As a professor of child development and family science, every year I witness college students heading home for the holidays after a few months of relative independence. Anecdotally, most students express excitement about returning home and say they’re looking forward to relaxing with family and friends.
However, it also can present a challenge for parents and their grown children. Parents may wonder: “What should I expect of my child when they return home after living away?” Adult children may be thinking: “I’m an adult, but I’m in my parents’ home. Do I need to ask permission to go out? Do I have a curfew?”
The adult child’s return home, even for a few days or weeks, may produce some stress for both generations. But, the parent-child relationship is always evolving, including negotiating – and renegotiating – power and control as children age.
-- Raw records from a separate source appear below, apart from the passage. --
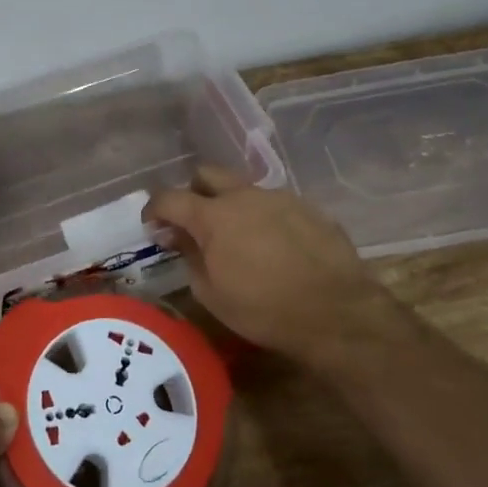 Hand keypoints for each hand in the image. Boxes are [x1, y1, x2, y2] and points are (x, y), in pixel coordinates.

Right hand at [146, 165, 391, 371]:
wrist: (335, 312)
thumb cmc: (263, 309)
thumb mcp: (211, 294)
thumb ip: (189, 256)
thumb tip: (176, 236)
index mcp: (213, 215)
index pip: (169, 198)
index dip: (154, 209)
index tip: (152, 225)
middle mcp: (244, 195)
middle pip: (207, 174)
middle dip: (193, 192)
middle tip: (195, 222)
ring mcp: (279, 197)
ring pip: (244, 188)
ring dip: (232, 205)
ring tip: (240, 239)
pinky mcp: (308, 207)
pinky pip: (275, 204)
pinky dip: (264, 218)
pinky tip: (275, 247) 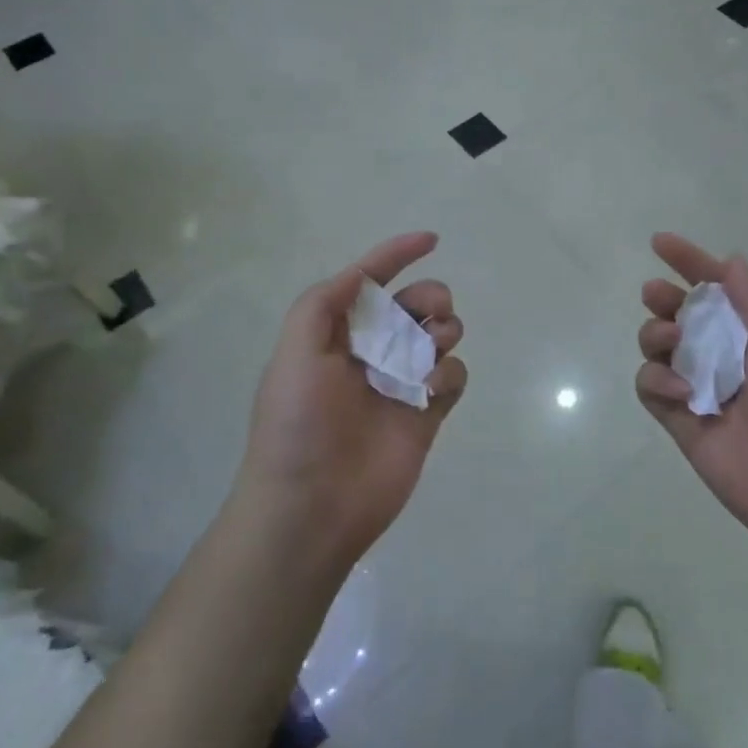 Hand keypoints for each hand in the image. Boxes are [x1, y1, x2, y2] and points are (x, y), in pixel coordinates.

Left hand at [234, 232, 467, 572]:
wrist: (311, 507)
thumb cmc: (297, 424)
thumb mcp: (294, 352)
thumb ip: (322, 303)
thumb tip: (361, 273)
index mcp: (336, 334)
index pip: (370, 282)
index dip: (396, 255)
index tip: (431, 240)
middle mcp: (371, 352)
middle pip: (415, 305)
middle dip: (430, 297)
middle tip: (429, 314)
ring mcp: (401, 383)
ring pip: (440, 336)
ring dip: (443, 331)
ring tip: (430, 352)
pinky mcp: (425, 414)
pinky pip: (453, 377)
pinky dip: (449, 374)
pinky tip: (430, 392)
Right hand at [635, 233, 747, 564]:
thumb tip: (731, 260)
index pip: (721, 289)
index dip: (692, 263)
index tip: (660, 242)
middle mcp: (730, 358)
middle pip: (683, 316)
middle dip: (665, 299)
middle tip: (656, 295)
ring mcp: (704, 391)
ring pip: (661, 348)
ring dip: (657, 334)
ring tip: (672, 340)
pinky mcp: (684, 425)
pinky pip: (652, 387)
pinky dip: (656, 379)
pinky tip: (681, 389) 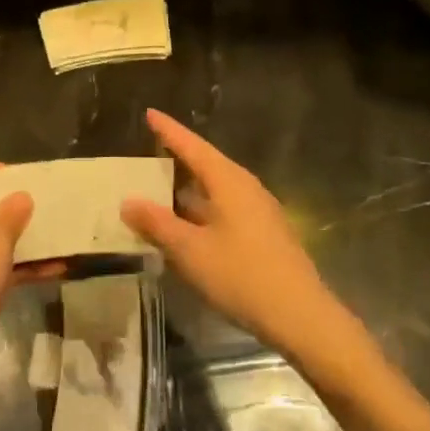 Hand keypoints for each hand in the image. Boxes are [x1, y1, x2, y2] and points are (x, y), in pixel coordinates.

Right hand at [122, 109, 353, 360]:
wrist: (301, 317)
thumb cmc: (242, 276)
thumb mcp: (190, 251)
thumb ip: (157, 224)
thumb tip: (128, 201)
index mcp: (228, 181)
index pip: (192, 146)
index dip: (169, 131)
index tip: (149, 113)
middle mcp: (246, 188)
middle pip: (207, 164)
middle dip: (178, 158)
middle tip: (150, 151)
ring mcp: (259, 211)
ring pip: (216, 189)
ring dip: (188, 189)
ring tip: (160, 190)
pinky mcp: (264, 233)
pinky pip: (225, 209)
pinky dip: (201, 209)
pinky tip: (187, 227) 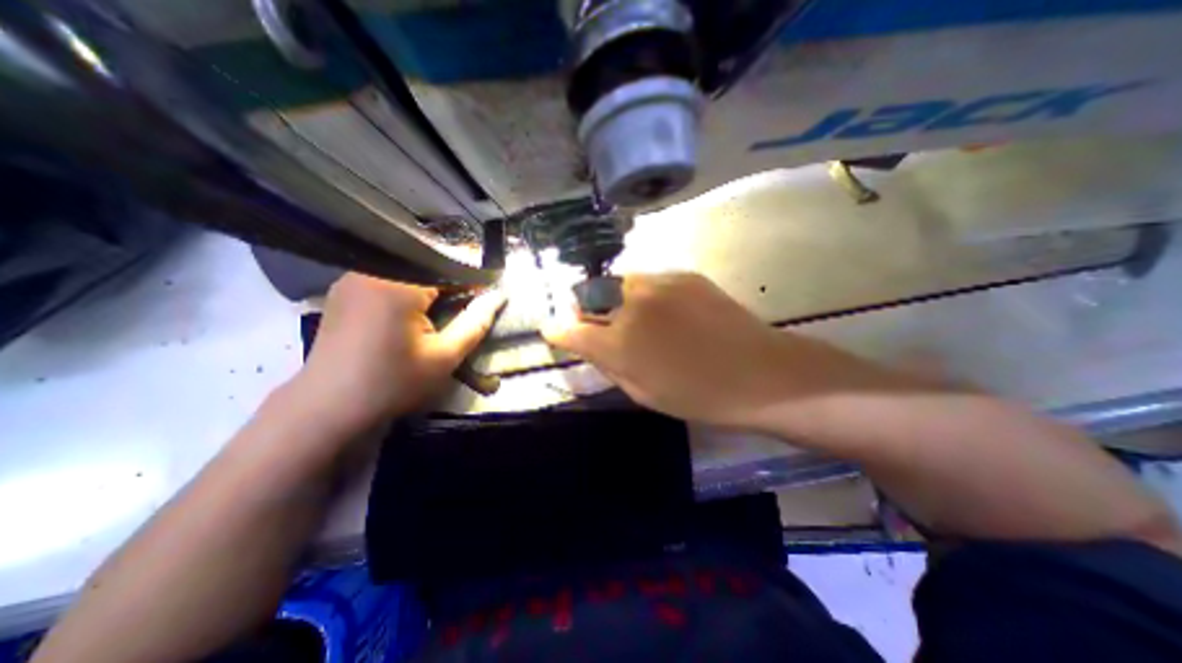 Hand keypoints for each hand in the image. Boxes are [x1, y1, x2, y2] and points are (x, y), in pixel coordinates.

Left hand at [297, 271, 505, 432]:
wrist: (328, 407)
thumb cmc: (393, 383)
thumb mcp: (444, 357)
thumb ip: (475, 323)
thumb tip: (499, 296)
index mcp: (397, 284)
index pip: (447, 266)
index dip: (472, 278)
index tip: (489, 292)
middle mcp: (371, 271)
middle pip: (425, 263)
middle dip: (452, 279)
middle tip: (470, 299)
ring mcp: (352, 278)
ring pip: (405, 268)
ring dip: (430, 282)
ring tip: (447, 303)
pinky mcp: (344, 290)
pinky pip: (385, 276)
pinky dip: (408, 285)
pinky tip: (416, 307)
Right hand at [541, 271, 896, 431]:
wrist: (760, 373)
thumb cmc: (698, 395)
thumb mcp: (641, 392)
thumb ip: (607, 363)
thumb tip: (586, 342)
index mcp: (618, 342)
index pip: (568, 329)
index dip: (557, 330)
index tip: (554, 330)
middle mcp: (631, 304)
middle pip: (590, 296)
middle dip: (587, 310)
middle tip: (599, 324)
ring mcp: (659, 283)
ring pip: (620, 284)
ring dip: (617, 299)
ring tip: (636, 317)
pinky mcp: (684, 274)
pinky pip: (651, 280)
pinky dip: (647, 294)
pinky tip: (667, 311)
In fact, families have been preparing for these new role changes for years. Think about when children enter middle school. They spend less time under their parents’ direct supervision. Parents must begin to find ways to stay connected with their children while encouraging independence. The challenge is the same with young adults, only their interests and the appropriate level of independence has changed.
In 2000, psychologists introduced the concept of a period of development that spans ages 18 to 25: emerging adulthood. It’s a kind of in-between period, when people say they don’t feel fully adult.
But this life stage has become increasingly common in the 21st century, partly due to societal changes that give young adults more opportunities to explore identity and focus on themselves. For instance, the availability of birth control made sex without marriage more feasible for young adults. Many people take time before full-time work to pursue higher education. Today’s young adults can experiment with ideas and opportunities that weren’t available to them during adolescence.